GOAL OF THE EXERCISE: Extract each line from the entries below that has the string "image" in it.

INFORMATION GIVEN:
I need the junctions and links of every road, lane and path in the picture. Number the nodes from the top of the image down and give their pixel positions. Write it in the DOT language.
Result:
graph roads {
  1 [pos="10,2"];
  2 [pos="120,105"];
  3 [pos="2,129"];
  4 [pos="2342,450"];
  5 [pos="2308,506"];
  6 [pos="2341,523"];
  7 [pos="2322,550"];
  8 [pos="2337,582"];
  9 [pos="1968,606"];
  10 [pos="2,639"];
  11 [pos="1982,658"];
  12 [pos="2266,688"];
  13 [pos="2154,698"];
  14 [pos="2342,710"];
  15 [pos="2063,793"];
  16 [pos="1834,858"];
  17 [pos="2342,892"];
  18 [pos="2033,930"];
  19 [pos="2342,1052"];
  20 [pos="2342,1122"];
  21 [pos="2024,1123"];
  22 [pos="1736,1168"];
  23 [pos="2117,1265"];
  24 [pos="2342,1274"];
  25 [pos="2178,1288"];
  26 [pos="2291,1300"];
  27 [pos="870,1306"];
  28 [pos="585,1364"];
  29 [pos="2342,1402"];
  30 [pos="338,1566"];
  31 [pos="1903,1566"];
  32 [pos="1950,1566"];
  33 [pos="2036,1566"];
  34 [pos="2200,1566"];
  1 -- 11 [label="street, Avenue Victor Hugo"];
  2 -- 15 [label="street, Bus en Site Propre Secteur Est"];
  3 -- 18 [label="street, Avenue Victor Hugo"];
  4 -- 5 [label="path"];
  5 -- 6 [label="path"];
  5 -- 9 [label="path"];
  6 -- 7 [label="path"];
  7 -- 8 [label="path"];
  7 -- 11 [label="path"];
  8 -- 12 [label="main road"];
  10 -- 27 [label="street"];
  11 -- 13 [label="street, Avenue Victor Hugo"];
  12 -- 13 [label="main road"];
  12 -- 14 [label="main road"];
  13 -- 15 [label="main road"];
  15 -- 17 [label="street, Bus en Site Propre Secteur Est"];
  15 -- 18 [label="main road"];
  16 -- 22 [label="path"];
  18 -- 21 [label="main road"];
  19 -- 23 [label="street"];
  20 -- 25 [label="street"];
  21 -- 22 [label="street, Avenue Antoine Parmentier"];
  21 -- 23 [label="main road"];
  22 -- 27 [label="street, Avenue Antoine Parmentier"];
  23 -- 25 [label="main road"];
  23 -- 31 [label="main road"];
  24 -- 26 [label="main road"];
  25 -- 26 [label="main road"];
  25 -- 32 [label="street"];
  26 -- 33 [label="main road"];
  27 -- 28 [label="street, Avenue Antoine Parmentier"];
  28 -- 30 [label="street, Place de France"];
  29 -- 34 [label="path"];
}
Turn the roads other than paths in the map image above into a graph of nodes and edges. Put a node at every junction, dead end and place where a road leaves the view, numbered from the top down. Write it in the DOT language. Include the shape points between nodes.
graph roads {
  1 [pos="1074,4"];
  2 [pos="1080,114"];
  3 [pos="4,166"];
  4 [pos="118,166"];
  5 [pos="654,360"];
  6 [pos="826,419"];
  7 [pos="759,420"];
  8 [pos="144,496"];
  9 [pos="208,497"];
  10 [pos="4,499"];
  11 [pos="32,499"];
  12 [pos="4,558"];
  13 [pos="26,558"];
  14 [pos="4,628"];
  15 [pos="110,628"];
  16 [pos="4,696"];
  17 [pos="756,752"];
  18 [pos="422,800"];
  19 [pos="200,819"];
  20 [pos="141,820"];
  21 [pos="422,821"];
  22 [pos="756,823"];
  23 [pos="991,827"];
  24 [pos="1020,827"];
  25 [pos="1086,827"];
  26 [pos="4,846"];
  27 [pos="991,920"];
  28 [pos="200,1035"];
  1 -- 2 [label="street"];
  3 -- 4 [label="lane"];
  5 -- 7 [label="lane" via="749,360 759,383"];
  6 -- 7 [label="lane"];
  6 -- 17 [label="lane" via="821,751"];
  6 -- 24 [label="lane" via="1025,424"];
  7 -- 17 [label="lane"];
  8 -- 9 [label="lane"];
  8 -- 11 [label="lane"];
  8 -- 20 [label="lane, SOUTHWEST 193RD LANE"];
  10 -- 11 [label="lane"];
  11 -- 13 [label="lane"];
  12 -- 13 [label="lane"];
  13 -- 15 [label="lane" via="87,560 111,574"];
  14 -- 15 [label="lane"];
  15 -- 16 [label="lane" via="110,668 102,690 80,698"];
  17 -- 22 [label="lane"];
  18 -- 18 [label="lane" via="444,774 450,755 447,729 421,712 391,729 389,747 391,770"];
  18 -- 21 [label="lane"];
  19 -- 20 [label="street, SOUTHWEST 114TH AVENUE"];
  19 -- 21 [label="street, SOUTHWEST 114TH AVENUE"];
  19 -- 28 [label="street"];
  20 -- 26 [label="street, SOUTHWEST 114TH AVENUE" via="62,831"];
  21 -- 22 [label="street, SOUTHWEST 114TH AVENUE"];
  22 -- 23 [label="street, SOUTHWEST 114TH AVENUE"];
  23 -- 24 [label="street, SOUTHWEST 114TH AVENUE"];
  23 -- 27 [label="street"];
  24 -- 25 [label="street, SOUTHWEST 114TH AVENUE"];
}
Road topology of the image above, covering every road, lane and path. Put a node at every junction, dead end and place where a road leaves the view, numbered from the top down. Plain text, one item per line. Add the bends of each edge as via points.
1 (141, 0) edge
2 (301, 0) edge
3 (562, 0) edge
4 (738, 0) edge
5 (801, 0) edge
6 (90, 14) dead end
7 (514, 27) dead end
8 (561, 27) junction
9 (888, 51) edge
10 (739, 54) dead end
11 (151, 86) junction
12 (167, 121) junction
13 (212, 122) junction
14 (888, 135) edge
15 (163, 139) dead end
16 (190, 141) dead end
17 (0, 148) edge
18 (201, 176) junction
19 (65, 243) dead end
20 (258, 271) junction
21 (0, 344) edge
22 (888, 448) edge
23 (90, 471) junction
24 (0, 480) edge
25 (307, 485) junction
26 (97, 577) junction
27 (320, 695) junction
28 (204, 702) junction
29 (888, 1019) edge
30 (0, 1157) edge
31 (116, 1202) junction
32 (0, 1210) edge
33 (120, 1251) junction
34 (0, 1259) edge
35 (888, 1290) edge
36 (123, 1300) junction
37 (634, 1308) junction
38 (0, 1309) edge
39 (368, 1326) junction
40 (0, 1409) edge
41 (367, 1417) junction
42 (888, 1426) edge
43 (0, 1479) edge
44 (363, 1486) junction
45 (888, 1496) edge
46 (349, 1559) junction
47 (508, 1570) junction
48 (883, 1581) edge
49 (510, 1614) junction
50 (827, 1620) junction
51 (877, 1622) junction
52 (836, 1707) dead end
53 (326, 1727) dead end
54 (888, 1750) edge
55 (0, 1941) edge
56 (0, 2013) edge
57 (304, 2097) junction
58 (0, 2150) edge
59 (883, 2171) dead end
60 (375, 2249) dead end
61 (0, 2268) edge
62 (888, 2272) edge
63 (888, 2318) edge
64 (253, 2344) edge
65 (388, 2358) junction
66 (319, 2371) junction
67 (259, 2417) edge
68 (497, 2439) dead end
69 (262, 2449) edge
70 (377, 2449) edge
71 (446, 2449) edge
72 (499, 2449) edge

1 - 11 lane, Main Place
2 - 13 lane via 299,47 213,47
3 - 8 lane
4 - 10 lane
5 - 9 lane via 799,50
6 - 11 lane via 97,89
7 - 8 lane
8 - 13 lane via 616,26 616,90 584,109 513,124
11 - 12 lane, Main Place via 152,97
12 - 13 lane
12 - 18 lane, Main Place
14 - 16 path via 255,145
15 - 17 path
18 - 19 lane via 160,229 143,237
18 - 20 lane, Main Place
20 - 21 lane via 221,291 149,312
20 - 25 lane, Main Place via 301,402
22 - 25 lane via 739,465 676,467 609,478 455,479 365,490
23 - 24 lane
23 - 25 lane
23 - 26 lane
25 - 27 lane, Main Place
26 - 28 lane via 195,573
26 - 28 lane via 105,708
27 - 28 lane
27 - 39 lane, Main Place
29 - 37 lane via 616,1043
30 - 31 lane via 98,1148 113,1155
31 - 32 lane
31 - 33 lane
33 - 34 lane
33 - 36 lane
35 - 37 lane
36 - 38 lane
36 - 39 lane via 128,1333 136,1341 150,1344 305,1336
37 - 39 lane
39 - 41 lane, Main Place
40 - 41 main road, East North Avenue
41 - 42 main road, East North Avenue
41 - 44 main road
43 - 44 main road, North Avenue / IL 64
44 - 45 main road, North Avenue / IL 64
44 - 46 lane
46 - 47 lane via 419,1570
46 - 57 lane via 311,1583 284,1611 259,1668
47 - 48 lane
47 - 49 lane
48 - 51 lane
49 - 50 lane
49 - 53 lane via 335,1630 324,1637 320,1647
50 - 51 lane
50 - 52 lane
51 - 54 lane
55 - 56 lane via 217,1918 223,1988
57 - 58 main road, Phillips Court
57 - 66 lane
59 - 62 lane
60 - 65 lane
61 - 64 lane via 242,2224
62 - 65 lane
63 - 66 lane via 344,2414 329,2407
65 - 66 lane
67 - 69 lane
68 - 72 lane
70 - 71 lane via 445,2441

WRITTEN SOLUTION:
I need the junctions and links of every road, lane and path in the picture. Number the nodes from the top of the image down and give their pixel positions. Write it in the DOT language.
Turn the roads other than paths in the map image above into a graph of nodes and edges. Put a node at every junction, dead end and place where a road leaves the view, numbered from the top down. Write it in the DOT language. Include the shape points between nodes.
Road topology of the image above, covering every road, lane and path. Put a node at every junction, dead end and place where a road leaves the view, numbered from the top down. Plain text, one item per line. Add the bends of each edge as via points.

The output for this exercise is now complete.